━━ The data

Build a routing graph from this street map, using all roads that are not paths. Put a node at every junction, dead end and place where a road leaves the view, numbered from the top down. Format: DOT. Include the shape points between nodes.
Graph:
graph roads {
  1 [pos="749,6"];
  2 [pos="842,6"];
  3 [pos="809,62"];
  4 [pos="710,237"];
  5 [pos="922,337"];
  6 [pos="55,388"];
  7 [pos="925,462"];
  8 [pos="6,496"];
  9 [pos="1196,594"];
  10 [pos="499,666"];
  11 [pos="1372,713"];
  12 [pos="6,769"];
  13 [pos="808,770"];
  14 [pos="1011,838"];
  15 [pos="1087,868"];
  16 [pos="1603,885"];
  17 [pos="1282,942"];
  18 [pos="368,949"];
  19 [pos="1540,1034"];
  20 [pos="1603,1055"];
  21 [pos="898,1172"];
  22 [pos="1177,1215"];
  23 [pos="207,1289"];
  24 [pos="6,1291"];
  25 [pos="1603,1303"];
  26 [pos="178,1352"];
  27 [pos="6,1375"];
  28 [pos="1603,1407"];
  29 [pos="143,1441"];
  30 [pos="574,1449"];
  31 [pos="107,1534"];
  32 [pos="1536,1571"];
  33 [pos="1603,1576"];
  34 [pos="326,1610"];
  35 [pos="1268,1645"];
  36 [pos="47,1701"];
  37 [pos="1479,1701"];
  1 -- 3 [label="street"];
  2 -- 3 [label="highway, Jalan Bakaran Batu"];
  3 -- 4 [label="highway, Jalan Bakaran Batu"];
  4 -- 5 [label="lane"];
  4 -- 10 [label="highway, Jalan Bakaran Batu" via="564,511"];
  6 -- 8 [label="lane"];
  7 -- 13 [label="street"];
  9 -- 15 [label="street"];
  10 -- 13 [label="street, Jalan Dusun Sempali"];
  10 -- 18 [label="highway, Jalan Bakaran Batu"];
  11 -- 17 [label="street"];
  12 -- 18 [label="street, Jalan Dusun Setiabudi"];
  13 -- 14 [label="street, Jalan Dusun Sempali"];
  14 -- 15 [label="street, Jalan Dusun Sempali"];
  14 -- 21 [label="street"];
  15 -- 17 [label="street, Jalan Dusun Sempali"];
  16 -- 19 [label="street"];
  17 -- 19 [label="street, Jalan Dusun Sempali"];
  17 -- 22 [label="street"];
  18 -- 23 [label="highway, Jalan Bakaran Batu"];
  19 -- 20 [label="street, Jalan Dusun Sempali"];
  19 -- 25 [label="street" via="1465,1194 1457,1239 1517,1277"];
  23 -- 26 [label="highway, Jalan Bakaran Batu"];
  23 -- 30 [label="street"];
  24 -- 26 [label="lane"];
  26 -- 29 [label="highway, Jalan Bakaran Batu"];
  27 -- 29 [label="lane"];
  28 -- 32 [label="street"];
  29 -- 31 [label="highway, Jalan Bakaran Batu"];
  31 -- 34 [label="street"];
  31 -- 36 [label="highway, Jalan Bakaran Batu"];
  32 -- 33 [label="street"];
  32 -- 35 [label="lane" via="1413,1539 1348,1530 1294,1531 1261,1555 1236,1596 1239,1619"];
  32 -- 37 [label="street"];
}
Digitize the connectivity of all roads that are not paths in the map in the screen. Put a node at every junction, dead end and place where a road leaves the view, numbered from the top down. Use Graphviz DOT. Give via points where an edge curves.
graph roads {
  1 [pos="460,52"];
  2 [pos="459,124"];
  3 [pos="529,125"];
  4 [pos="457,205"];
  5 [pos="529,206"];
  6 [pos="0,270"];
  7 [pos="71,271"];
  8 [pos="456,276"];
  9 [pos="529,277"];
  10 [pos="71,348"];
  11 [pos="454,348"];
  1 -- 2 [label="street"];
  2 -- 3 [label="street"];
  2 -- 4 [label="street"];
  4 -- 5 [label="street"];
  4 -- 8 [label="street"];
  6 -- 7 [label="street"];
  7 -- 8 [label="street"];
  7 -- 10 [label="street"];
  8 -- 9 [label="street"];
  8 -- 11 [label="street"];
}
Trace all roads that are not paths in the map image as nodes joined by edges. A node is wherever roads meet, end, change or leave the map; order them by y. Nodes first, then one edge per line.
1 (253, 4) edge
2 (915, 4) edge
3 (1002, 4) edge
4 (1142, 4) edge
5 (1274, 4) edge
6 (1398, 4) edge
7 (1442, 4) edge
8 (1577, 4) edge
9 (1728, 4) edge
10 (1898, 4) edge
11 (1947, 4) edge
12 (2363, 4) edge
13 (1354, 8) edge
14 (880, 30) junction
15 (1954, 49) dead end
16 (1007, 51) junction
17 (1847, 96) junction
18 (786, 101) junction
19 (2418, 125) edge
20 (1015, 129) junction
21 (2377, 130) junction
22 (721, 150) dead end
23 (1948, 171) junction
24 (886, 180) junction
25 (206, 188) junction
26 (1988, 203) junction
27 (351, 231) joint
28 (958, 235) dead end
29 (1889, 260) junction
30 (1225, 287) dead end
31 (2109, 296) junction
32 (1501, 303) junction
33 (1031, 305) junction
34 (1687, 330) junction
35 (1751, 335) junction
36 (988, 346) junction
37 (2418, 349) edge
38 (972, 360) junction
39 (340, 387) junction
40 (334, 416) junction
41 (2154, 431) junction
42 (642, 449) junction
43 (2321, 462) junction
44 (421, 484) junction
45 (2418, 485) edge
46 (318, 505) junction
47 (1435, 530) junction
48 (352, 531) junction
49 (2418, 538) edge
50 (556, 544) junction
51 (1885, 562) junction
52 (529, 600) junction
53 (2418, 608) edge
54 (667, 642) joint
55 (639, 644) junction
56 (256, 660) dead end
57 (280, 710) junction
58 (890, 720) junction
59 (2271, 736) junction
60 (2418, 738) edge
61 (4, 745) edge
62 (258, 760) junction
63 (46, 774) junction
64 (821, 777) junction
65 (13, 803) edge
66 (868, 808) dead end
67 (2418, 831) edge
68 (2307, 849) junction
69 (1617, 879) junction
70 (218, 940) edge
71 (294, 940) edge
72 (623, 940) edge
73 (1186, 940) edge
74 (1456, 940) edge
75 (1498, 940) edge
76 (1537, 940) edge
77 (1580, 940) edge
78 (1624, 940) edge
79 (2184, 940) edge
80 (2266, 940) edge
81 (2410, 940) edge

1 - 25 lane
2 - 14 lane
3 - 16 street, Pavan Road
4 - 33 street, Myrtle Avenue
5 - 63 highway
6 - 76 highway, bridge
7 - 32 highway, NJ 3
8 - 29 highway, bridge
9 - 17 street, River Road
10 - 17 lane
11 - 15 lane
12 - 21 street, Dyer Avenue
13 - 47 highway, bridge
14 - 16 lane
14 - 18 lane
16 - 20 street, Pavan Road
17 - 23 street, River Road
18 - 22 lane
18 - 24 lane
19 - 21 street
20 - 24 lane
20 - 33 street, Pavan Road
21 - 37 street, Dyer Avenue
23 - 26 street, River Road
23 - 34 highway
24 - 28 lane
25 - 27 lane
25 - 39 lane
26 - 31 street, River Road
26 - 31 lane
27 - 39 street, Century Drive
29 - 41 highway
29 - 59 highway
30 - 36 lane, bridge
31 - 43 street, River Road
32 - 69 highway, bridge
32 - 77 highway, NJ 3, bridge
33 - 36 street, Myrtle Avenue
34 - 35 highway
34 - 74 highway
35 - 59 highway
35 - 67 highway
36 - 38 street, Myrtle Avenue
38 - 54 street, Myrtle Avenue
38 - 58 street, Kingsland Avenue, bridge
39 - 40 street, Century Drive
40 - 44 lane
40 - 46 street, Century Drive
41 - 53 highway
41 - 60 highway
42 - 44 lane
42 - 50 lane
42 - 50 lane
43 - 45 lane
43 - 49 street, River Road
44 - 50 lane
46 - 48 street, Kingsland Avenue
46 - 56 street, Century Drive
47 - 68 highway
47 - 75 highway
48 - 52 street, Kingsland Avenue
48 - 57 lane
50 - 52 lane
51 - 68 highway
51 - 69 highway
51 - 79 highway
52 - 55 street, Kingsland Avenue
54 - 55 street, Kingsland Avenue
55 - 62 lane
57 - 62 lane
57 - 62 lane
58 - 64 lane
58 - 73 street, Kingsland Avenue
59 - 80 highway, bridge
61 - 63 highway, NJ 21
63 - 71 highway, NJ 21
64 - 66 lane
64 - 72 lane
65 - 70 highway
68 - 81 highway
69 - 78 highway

━━━━

Filter the listing for the word "Batu" and copy every line that holds it.

  2 -- 3 [label="highway, Jalan Bakaran Batu"];
  3 -- 4 [label="highway, Jalan Bakaran Batu"];
  4 -- 10 [label="highway, Jalan Bakaran Batu" via="564,511"];
  10 -- 18 [label="highway, Jalan Bakaran Batu"];
  18 -- 23 [label="highway, Jalan Bakaran Batu"];
  23 -- 26 [label="highway, Jalan Bakaran Batu"];
  26 -- 29 [label="highway, Jalan Bakaran Batu"];
  29 -- 31 [label="highway, Jalan Bakaran Batu"];
  31 -- 36 [label="highway, Jalan Bakaran Batu"];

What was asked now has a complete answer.